::: THE INPUT :::

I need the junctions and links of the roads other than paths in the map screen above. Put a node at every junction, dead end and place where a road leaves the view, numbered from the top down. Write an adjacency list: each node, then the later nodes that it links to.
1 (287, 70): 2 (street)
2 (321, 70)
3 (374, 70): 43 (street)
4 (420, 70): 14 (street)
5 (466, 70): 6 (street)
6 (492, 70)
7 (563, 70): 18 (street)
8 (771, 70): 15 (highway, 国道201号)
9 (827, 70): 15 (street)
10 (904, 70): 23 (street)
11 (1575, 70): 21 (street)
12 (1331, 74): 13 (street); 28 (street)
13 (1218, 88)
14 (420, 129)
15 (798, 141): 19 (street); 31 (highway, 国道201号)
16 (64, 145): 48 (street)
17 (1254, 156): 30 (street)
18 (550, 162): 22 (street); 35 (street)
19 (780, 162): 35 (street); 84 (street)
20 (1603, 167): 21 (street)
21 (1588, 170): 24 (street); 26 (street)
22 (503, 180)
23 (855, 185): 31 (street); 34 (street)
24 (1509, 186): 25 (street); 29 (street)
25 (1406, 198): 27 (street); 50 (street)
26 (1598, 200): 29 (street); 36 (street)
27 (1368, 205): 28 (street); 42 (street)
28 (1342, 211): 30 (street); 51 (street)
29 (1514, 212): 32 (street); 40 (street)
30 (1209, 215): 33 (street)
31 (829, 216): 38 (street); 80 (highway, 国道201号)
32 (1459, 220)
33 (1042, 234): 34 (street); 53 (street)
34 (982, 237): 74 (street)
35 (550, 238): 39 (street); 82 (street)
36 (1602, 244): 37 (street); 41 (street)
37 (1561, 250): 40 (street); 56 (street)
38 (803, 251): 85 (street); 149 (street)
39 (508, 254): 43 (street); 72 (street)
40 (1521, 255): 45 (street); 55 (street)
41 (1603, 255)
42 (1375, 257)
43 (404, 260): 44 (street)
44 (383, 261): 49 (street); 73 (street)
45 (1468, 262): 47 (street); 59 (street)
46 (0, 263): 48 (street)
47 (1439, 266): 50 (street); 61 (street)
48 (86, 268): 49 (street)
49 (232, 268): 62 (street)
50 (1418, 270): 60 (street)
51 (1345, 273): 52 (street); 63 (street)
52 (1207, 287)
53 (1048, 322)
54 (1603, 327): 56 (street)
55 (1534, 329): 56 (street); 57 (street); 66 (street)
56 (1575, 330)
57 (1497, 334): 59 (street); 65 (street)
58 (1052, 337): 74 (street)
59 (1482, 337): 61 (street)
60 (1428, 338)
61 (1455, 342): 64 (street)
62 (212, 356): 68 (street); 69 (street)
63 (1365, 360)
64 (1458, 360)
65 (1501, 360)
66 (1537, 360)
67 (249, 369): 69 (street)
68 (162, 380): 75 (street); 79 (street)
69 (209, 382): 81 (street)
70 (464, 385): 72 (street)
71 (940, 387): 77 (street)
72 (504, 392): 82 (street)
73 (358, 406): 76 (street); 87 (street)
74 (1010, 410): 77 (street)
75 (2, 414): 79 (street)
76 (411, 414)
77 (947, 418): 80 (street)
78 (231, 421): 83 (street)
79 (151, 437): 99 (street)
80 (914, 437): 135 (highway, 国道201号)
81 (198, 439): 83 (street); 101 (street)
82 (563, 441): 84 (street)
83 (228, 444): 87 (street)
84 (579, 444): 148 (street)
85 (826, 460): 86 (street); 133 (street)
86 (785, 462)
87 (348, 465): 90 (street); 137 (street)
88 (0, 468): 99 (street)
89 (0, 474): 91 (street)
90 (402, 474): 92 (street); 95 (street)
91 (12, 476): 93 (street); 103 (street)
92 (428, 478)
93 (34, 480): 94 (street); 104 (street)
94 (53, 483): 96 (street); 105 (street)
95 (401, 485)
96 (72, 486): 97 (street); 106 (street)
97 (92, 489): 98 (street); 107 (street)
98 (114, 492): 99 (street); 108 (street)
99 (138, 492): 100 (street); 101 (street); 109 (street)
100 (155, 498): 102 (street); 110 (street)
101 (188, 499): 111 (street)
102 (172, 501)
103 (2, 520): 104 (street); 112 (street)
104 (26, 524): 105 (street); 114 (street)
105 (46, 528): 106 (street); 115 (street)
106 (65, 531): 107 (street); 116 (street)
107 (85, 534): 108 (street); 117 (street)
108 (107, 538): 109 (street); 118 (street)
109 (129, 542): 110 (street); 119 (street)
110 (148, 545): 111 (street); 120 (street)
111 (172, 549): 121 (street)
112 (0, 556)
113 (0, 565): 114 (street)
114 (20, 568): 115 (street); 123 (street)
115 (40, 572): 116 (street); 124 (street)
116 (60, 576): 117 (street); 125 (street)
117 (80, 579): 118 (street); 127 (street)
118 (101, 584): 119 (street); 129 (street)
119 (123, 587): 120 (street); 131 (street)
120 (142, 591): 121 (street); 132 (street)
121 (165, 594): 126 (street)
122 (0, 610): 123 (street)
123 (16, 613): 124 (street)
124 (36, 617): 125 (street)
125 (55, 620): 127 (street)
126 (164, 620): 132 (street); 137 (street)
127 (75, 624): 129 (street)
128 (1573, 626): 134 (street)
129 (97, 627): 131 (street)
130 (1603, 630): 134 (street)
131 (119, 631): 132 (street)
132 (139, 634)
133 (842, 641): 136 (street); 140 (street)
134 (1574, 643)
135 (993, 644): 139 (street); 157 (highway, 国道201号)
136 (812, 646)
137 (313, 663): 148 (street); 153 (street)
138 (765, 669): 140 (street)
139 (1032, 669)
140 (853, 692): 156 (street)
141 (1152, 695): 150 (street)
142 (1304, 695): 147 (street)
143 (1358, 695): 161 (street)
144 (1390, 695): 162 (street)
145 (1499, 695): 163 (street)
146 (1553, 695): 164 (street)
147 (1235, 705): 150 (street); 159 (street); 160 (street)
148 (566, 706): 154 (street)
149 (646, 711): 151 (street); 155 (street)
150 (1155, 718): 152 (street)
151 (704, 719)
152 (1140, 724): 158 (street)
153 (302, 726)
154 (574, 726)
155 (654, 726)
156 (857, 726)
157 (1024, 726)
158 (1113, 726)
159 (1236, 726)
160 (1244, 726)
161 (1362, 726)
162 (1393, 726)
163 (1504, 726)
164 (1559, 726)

:::

Every entry is to be copied exactly, with none omitted.

### SOLUTION
I need the junctions and links of the roads other than paths in the map screen above. Put a node at every junction, dead end and place where a road leaves the view, numbered from the top down. Write an adjacency list: each node, then the later nodes that it links to.
1 (287, 70): 2 (street)
2 (321, 70)
3 (374, 70): 43 (street)
4 (420, 70): 14 (street)
5 (466, 70): 6 (street)
6 (492, 70)
7 (563, 70): 18 (street)
8 (771, 70): 15 (highway, 国道201号)
9 (827, 70): 15 (street)
10 (904, 70): 23 (street)
11 (1575, 70): 21 (street)
12 (1331, 74): 13 (street); 28 (street)
13 (1218, 88)
14 (420, 129)
15 (798, 141): 19 (street); 31 (highway, 国道201号)
16 (64, 145): 48 (street)
17 (1254, 156): 30 (street)
18 (550, 162): 22 (street); 35 (street)
19 (780, 162): 35 (street); 84 (street)
20 (1603, 167): 21 (street)
21 (1588, 170): 24 (street); 26 (street)
22 (503, 180)
23 (855, 185): 31 (street); 34 (street)
24 (1509, 186): 25 (street); 29 (street)
25 (1406, 198): 27 (street); 50 (street)
26 (1598, 200): 29 (street); 36 (street)
27 (1368, 205): 28 (street); 42 (street)
28 (1342, 211): 30 (street); 51 (street)
29 (1514, 212): 32 (street); 40 (street)
30 (1209, 215): 33 (street)
31 (829, 216): 38 (street); 80 (highway, 国道201号)
32 (1459, 220)
33 (1042, 234): 34 (street); 53 (street)
34 (982, 237): 74 (street)
35 (550, 238): 39 (street); 82 (street)
36 (1602, 244): 37 (street); 41 (street)
37 (1561, 250): 40 (street); 56 (street)
38 (803, 251): 85 (street); 149 (street)
39 (508, 254): 43 (street); 72 (street)
40 (1521, 255): 45 (street); 55 (street)
41 (1603, 255)
42 (1375, 257)
43 (404, 260): 44 (street)
44 (383, 261): 49 (street); 73 (street)
45 (1468, 262): 47 (street); 59 (street)
46 (0, 263): 48 (street)
47 (1439, 266): 50 (street); 61 (street)
48 (86, 268): 49 (street)
49 (232, 268): 62 (street)
50 (1418, 270): 60 (street)
51 (1345, 273): 52 (street); 63 (street)
52 (1207, 287)
53 (1048, 322)
54 (1603, 327): 56 (street)
55 (1534, 329): 56 (street); 57 (street); 66 (street)
56 (1575, 330)
57 (1497, 334): 59 (street); 65 (street)
58 (1052, 337): 74 (street)
59 (1482, 337): 61 (street)
60 (1428, 338)
61 (1455, 342): 64 (street)
62 (212, 356): 68 (street); 69 (street)
63 (1365, 360)
64 (1458, 360)
65 (1501, 360)
66 (1537, 360)
67 (249, 369): 69 (street)
68 (162, 380): 75 (street); 79 (street)
69 (209, 382): 81 (street)
70 (464, 385): 72 (street)
71 (940, 387): 77 (street)
72 (504, 392): 82 (street)
73 (358, 406): 76 (street); 87 (street)
74 (1010, 410): 77 (street)
75 (2, 414): 79 (street)
76 (411, 414)
77 (947, 418): 80 (street)
78 (231, 421): 83 (street)
79 (151, 437): 99 (street)
80 (914, 437): 135 (highway, 国道201号)
81 (198, 439): 83 (street); 101 (street)
82 (563, 441): 84 (street)
83 (228, 444): 87 (street)
84 (579, 444): 148 (street)
85 (826, 460): 86 (street); 133 (street)
86 (785, 462)
87 (348, 465): 90 (street); 137 (street)
88 (0, 468): 99 (street)
89 (0, 474): 91 (street)
90 (402, 474): 92 (street); 95 (street)
91 (12, 476): 93 (street); 103 (street)
92 (428, 478)
93 (34, 480): 94 (street); 104 (street)
94 (53, 483): 96 (street); 105 (street)
95 (401, 485)
96 (72, 486): 97 (street); 106 (street)
97 (92, 489): 98 (street); 107 (street)
98 (114, 492): 99 (street); 108 (street)
99 (138, 492): 100 (street); 101 (street); 109 (street)
100 (155, 498): 102 (street); 110 (street)
101 (188, 499): 111 (street)
102 (172, 501)
103 (2, 520): 104 (street); 112 (street)
104 (26, 524): 105 (street); 114 (street)
105 (46, 528): 106 (street); 115 (street)
106 (65, 531): 107 (street); 116 (street)
107 (85, 534): 108 (street); 117 (street)
108 (107, 538): 109 (street); 118 (street)
109 (129, 542): 110 (street); 119 (street)
110 (148, 545): 111 (street); 120 (street)
111 (172, 549): 121 (street)
112 (0, 556)
113 (0, 565): 114 (street)
114 (20, 568): 115 (street); 123 (street)
115 (40, 572): 116 (street); 124 (street)
116 (60, 576): 117 (street); 125 (street)
117 (80, 579): 118 (street); 127 (street)
118 (101, 584): 119 (street); 129 (street)
119 (123, 587): 120 (street); 131 (street)
120 (142, 591): 121 (street); 132 (street)
121 (165, 594): 126 (street)
122 (0, 610): 123 (street)
123 (16, 613): 124 (street)
124 (36, 617): 125 (street)
125 (55, 620): 127 (street)
126 (164, 620): 132 (street); 137 (street)
127 (75, 624): 129 (street)
128 (1573, 626): 134 (street)
129 (97, 627): 131 (street)
130 (1603, 630): 134 (street)
131 (119, 631): 132 (street)
132 (139, 634)
133 (842, 641): 136 (street); 140 (street)
134 (1574, 643)
135 (993, 644): 139 (street); 157 (highway, 国道201号)
136 (812, 646)
137 (313, 663): 148 (street); 153 (street)
138 (765, 669): 140 (street)
139 (1032, 669)
140 (853, 692): 156 (street)
141 (1152, 695): 150 (street)
142 (1304, 695): 147 (street)
143 (1358, 695): 161 (street)
144 (1390, 695): 162 (street)
145 (1499, 695): 163 (street)
146 (1553, 695): 164 (street)
147 (1235, 705): 150 (street); 159 (street); 160 (street)
148 (566, 706): 154 (street)
149 (646, 711): 151 (street); 155 (street)
150 (1155, 718): 152 (street)
151 (704, 719)
152 (1140, 724): 158 (street)
153 (302, 726)
154 (574, 726)
155 (654, 726)
156 (857, 726)
157 (1024, 726)
158 (1113, 726)
159 (1236, 726)
160 (1244, 726)
161 (1362, 726)
162 (1393, 726)
163 (1504, 726)
164 (1559, 726)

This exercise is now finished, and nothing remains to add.